3.2. Bad Radio Coverage

The goal of this test is to evaluate the performance of candidate congestion control algorithm when users visit part of the network with bad radio coverage. The scenario is created by using larger cell radius than previous test case. In this test case each of the user/UE in the media session is an RMCAT compliant endpoint. The arrival of users follows a Poisson distribution, which is proportional to the length of the call, so that the number of users per cell is kept fairly constant during the evaluation period. At the beginning of the simulation there should be enough amount of time to warm-up the network. This is to avoid running the evaluation in an empty network where network nodes are having empty buffers, low interference at the beginning of the simulation. This network initialization period is therefore excluded from the evaluation period.

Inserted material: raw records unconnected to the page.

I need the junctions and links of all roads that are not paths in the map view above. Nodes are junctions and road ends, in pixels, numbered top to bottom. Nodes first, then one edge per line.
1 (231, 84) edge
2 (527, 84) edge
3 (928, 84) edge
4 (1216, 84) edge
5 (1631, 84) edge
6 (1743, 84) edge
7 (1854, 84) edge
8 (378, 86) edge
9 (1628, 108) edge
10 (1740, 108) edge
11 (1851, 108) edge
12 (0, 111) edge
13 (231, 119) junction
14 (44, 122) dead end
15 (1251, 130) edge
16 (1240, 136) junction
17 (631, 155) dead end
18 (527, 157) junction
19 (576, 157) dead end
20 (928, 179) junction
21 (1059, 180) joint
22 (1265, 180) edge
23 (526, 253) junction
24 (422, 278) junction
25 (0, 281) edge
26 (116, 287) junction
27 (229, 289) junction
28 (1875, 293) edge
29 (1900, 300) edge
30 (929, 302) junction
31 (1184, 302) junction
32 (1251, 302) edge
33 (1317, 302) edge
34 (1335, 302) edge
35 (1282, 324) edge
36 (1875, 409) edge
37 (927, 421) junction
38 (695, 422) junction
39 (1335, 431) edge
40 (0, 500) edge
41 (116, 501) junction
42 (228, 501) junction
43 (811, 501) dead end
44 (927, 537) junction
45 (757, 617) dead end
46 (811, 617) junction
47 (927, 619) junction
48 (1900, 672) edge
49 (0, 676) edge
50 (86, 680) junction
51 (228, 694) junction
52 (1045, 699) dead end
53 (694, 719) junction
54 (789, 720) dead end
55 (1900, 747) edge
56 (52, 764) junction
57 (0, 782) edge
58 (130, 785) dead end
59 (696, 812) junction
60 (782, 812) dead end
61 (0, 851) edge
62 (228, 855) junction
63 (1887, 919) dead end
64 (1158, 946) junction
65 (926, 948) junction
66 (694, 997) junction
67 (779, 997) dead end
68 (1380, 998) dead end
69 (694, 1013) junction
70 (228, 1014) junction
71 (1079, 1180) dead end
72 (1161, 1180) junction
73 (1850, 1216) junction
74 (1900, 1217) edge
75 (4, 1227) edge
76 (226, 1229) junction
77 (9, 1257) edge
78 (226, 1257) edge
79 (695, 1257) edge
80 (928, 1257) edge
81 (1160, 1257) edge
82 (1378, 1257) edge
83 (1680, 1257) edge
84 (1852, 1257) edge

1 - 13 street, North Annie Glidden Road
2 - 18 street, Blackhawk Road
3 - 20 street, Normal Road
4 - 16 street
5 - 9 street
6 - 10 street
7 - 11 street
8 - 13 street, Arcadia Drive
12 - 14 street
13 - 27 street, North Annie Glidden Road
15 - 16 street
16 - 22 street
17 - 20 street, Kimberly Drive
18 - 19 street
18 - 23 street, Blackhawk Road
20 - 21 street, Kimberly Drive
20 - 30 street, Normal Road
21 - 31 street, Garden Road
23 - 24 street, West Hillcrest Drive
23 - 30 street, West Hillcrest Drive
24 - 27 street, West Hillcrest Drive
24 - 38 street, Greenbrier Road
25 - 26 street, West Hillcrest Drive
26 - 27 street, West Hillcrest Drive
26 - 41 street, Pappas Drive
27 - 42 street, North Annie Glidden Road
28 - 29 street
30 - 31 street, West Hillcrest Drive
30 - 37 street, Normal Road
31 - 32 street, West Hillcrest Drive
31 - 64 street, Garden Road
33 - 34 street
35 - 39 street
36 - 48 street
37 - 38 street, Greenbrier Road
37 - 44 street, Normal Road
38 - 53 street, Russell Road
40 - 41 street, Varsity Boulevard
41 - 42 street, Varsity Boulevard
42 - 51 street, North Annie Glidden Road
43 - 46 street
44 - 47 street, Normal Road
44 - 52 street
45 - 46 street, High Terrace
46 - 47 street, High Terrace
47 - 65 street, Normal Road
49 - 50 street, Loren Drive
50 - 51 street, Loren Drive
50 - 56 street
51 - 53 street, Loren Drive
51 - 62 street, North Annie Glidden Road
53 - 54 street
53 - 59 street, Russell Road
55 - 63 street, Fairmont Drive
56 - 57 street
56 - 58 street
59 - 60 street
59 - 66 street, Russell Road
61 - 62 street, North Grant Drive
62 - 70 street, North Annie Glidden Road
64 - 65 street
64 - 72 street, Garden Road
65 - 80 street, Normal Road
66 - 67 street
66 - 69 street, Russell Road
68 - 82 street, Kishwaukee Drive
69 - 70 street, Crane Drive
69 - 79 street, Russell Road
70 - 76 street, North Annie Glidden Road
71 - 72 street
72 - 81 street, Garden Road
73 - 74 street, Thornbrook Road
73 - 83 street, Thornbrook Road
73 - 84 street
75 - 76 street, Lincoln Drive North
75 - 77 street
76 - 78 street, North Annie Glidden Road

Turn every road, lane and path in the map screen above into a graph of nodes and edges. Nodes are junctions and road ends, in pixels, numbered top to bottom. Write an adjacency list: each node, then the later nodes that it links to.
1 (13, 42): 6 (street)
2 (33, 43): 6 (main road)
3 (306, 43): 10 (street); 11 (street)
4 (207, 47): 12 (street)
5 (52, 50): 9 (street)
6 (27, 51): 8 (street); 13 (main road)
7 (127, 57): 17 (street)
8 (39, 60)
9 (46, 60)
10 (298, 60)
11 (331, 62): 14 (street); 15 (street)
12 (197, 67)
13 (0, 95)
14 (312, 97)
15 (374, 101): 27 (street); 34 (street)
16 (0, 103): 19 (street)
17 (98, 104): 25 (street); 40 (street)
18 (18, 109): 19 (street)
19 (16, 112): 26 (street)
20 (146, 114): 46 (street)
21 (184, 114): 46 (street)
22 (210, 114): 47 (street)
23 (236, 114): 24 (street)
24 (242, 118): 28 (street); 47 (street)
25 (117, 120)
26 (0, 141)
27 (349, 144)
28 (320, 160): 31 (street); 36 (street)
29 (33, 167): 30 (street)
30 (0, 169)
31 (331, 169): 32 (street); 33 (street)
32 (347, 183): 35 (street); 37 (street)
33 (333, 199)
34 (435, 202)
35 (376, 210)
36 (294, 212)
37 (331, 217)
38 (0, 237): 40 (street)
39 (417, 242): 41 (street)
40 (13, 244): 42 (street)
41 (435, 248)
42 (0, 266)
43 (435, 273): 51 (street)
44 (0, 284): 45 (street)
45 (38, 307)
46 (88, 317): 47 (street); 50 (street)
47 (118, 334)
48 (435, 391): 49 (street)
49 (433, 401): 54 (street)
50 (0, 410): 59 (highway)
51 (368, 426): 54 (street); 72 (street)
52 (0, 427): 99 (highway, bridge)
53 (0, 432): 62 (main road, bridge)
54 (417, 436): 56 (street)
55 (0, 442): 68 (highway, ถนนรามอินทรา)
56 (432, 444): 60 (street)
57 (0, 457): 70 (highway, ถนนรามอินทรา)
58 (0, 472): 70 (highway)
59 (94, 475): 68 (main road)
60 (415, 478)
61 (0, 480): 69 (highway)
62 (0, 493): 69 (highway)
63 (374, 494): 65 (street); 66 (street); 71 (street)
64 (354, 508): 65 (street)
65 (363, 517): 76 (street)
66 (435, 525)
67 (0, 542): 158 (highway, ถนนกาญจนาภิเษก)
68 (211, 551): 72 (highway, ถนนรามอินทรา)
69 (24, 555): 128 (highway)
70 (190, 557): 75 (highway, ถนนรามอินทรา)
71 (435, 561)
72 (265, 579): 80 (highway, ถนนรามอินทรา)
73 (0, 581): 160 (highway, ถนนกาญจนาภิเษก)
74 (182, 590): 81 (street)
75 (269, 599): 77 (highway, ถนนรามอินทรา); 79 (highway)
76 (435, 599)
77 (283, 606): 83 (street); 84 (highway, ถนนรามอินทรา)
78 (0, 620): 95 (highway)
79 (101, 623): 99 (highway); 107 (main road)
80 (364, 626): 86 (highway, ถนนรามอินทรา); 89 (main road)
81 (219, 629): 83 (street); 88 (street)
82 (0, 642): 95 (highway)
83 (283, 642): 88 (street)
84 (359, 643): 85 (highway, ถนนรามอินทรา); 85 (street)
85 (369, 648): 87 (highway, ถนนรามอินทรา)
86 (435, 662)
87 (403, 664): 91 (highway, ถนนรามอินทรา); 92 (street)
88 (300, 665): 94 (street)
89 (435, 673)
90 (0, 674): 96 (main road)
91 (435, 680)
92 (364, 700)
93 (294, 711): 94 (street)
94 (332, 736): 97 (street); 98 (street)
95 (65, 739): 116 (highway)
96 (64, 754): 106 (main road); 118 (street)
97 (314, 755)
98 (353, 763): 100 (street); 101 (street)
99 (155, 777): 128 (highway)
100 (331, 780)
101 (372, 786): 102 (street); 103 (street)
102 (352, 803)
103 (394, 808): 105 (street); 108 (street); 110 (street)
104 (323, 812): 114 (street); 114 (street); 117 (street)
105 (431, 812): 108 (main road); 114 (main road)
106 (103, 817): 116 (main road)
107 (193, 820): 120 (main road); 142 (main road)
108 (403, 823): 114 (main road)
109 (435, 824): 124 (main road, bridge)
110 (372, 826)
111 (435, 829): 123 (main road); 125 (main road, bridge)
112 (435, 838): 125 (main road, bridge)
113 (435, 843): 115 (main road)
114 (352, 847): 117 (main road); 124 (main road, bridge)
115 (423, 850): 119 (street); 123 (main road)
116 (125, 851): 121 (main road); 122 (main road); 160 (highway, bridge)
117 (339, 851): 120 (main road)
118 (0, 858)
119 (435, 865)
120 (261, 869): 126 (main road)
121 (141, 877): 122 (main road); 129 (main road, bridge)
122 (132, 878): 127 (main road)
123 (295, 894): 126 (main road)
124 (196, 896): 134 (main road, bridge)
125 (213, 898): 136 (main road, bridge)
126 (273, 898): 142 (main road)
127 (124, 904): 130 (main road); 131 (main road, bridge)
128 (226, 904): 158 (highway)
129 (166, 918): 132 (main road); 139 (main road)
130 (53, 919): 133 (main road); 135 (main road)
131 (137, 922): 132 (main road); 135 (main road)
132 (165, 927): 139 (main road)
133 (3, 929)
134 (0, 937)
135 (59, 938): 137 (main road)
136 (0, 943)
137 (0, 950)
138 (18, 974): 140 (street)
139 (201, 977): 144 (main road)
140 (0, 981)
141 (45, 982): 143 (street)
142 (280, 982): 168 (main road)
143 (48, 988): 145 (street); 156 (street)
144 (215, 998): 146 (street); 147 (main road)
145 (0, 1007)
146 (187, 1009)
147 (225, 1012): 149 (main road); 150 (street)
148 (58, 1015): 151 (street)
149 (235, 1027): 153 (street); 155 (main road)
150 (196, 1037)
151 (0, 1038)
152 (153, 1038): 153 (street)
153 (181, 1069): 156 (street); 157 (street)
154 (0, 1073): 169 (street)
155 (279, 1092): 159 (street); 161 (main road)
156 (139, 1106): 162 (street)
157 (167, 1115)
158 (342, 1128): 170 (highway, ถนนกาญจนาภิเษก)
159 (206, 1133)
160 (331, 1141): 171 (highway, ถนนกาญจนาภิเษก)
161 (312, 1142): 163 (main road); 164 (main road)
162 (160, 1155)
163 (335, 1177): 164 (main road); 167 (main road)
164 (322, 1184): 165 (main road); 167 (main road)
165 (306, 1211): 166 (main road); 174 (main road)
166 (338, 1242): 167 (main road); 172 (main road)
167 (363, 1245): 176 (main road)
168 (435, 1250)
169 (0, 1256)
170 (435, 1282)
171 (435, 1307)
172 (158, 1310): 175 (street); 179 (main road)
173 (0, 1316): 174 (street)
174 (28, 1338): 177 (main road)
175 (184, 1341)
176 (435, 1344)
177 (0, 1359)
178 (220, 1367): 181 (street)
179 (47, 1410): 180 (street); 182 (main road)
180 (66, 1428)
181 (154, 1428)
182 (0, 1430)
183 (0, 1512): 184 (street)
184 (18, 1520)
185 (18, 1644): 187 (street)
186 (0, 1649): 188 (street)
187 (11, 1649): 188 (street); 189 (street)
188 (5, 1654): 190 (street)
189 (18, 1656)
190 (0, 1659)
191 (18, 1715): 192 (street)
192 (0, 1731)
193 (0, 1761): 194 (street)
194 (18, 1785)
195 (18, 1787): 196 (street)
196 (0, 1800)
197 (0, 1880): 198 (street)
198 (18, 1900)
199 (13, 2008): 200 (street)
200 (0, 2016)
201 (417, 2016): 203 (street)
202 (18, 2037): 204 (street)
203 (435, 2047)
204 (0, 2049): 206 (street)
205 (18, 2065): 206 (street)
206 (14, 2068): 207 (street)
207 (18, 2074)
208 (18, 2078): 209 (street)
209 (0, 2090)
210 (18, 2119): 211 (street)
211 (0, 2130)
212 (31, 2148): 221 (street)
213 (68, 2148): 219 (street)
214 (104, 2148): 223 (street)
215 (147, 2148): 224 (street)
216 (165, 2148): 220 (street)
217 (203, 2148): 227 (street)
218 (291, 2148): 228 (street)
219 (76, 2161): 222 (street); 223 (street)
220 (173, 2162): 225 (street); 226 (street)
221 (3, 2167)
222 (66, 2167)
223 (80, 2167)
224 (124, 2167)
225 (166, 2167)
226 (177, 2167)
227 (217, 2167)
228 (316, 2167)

This test case also includes user mobility and competing traffic. The competing traffics includes same kind of flows (with same adaptation algorithms) . The investigated congestion control algorithms should show maximum possible network utilization and stability in terms of rate variations, lowest possible end to end frame latency, network latency and Packet Loss Rate (PLR) at different cell load level.

3.2.1. Network connection

Same as defined in Section 3.1.1

3.2.2. Simulation Setup

The desired simulation setup is same as Varying Network Load test case defined in Section 3.1 except following changes-

  1. Radio environment : Same as defined in Section 3.1.2 except followings
    1. Deployment and propagation model : 3GPP case 3[Deployment]
    2. Cell radius: 577.3333 Meters
    3. Mobility: 3km/h
  2. User intensity = {0.7, 1.4, 2.1, 2.8, 3.5, 4.2, 4.9, 5.6, 6.3, 7.0}
  3. Media traffic model: Same as defined in Section 3.1.2
  4. Other traffic model: None

3.3. Desired Evaluation Metrics for cellular test cases

RMCAT evaluation criteria document [I-D.ietf-rmcat-eval-criteria] defines metrics to be used to evaluate candidate algorithms. However, looking at the nature and distinction of cellular networks we recommend at minimum following metrics to be used to evaluate the performance of the candidate algorithms for the test cases defined in this document.

The desired metrics are-

4. Wi-Fi Networks Specific Test Cases

Given the prevalence of Internet access links over Wi-Fi, it is important to evaluate candidate RMCAT congestion control solutions over Wi-Fi test cases. Such evaluations should also highlight the inherent different characteristics of Wi-Fi networks in contrast to Wired networks:

As we can see here, presence of Wi-Fi network in different network topologies and traffic arrival can exert different impact on the network performance in terms of video transport rate, packet loss and delay that, in turn, effect end-to-end real-time multimedia congestion control.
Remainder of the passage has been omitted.